-------- Supplied material --------
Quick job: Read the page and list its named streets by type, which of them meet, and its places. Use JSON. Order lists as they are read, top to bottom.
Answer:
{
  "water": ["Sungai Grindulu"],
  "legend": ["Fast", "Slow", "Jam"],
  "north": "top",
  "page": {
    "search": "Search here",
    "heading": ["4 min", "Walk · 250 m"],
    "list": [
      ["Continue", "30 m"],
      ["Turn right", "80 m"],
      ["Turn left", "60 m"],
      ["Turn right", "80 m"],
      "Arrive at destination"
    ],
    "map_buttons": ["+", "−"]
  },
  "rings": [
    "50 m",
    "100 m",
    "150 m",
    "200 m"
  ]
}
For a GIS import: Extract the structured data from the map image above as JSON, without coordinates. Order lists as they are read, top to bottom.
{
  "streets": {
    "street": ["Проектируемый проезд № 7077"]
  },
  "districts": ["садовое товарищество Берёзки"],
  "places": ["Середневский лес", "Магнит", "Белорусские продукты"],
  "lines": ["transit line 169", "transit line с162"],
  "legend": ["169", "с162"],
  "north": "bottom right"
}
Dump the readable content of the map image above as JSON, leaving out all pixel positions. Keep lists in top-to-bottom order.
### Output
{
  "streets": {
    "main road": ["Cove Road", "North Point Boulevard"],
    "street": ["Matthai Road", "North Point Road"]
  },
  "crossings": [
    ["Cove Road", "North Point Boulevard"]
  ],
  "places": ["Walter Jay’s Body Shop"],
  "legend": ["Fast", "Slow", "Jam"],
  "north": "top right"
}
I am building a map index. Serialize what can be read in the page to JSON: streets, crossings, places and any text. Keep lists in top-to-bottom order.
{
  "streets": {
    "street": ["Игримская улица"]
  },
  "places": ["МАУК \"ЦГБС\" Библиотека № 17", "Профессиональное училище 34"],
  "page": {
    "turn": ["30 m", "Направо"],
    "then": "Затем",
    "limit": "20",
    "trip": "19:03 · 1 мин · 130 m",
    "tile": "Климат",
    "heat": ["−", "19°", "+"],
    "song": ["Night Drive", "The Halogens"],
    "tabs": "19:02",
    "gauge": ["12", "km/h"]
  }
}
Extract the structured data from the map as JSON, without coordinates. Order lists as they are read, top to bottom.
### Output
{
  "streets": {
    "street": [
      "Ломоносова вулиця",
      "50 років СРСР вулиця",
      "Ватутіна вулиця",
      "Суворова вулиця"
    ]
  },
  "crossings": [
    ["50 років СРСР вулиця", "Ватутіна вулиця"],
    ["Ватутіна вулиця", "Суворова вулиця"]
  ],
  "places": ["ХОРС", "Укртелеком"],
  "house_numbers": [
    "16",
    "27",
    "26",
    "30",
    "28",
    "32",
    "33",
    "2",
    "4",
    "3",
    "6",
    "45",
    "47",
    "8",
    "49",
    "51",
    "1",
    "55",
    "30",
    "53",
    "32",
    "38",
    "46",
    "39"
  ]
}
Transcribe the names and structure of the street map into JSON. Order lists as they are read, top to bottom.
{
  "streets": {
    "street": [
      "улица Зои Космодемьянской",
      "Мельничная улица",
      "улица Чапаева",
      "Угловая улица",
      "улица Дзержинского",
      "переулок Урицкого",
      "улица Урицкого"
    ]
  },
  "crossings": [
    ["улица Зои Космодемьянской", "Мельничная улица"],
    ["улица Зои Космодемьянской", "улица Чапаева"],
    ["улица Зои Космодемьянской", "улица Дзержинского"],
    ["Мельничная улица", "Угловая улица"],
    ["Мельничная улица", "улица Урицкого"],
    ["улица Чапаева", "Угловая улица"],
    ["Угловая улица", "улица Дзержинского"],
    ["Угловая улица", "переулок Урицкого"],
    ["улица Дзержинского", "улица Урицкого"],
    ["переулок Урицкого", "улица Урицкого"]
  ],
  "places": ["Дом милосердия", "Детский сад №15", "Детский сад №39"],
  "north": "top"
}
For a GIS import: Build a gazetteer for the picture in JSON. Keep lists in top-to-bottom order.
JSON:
--------
▶ Exercise aim
Write out the records shown above, exactly as they appear.

▶ Answer section
Quick job: Read the page and list its named streets by type, which of them meet, and its places. Use JSON. Order lists as they are read, top to bottom.
Answer:
{
  "water": ["Sungai Grindulu"],
  "legend": ["Fast", "Slow", "Jam"],
  "north": "top",
  "page": {
    "search": "Search here",
    "heading": ["4 min", "Walk · 250 m"],
    "list": [
      ["Continue", "30 m"],
      ["Turn right", "80 m"],
      ["Turn left", "60 m"],
      ["Turn right", "80 m"],
      "Arrive at destination"
    ],
    "map_buttons": ["+", "−"]
  },
  "rings": [
    "50 m",
    "100 m",
    "150 m",
    "200 m"
  ]
}
For a GIS import: Extract the structured data from the map image above as JSON, without coordinates. Order lists as they are read, top to bottom.
{
  "streets": {
    "street": ["Проектируемый проезд № 7077"]
  },
  "districts": ["садовое товарищество Берёзки"],
  "places": ["Середневский лес", "Магнит", "Белорусские продукты"],
  "lines": ["transit line 169", "transit line с162"],
  "legend": ["169", "с162"],
  "north": "bottom right"
}
Dump the readable content of the map image above as JSON, leaving out all pixel positions. Keep lists in top-to-bottom order.
### Output
{
  "streets": {
    "main road": ["Cove Road", "North Point Boulevard"],
    "street": ["Matthai Road", "North Point Road"]
  },
  "crossings": [
    ["Cove Road", "North Point Boulevard"]
  ],
  "places": ["Walter Jay’s Body Shop"],
  "legend": ["Fast", "Slow", "Jam"],
  "north": "top right"
}
I am building a map index. Serialize what can be read in the page to JSON: streets, crossings, places and any text. Keep lists in top-to-bottom order.
{
  "streets": {
    "street": ["Игримская улица"]
  },
  "places": ["МАУК \"ЦГБС\" Библиотека № 17", "Профессиональное училище 34"],
  "page": {
    "turn": ["30 m", "Направо"],
    "then": "Затем",
    "limit": "20",
    "trip": "19:03 · 1 мин · 130 m",
    "tile": "Климат",
    "heat": ["−", "19°", "+"],
    "song": ["Night Drive", "The Halogens"],
    "tabs": "19:02",
    "gauge": ["12", "km/h"]
  }
}
Extract the structured data from the map as JSON, without coordinates. Order lists as they are read, top to bottom.
### Output
{
  "streets": {
    "street": [
      "Ломоносова вулиця",
      "50 років СРСР вулиця",
      "Ватутіна вулиця",
      "Суворова вулиця"
    ]
  },
  "crossings": [
    ["50 років СРСР вулиця", "Ватутіна вулиця"],
    ["Ватутіна вулиця", "Суворова вулиця"]
  ],
  "places": ["ХОРС", "Укртелеком"],
  "house_numbers": [
    "16",
    "27",
    "26",
    "30",
    "28",
    "32",
    "33",
    "2",
    "4",
    "3",
    "6",
    "45",
    "47",
    "8",
    "49",
    "51",
    "1",
    "55",
    "30",
    "53",
    "32",
    "38",
    "46",
    "39"
  ]
}
Transcribe the names and structure of the street map into JSON. Order lists as they are read, top to bottom.
{
  "streets": {
    "street": [
      "улица Зои Космодемьянской",
      "Мельничная улица",
      "улица Чапаева",
      "Угловая улица",
      "улица Дзержинского",
      "переулок Урицкого",
      "улица Урицкого"
    ]
  },
  "crossings": [
    ["улица Зои Космодемьянской", "Мельничная улица"],
    ["улица Зои Космодемьянской", "улица Чапаева"],
    ["улица Зои Космодемьянской", "улица Дзержинского"],
    ["Мельничная улица", "Угловая улица"],
    ["Мельничная улица", "улица Урицкого"],
    ["улица Чапаева", "Угловая улица"],
    ["Угловая улица", "улица Дзержинского"],
    ["Угловая улица", "переулок Урицкого"],
    ["улица Дзержинского", "улица Урицкого"],
    ["переулок Урицкого", "улица Урицкого"]
  ],
  "places": ["Дом милосердия", "Детский сад №15", "Детский сад №39"],
  "north": "top"
}
For a GIS import: Build a gazetteer for the picture in JSON. Keep lists in top-to-bottom order.
JSON:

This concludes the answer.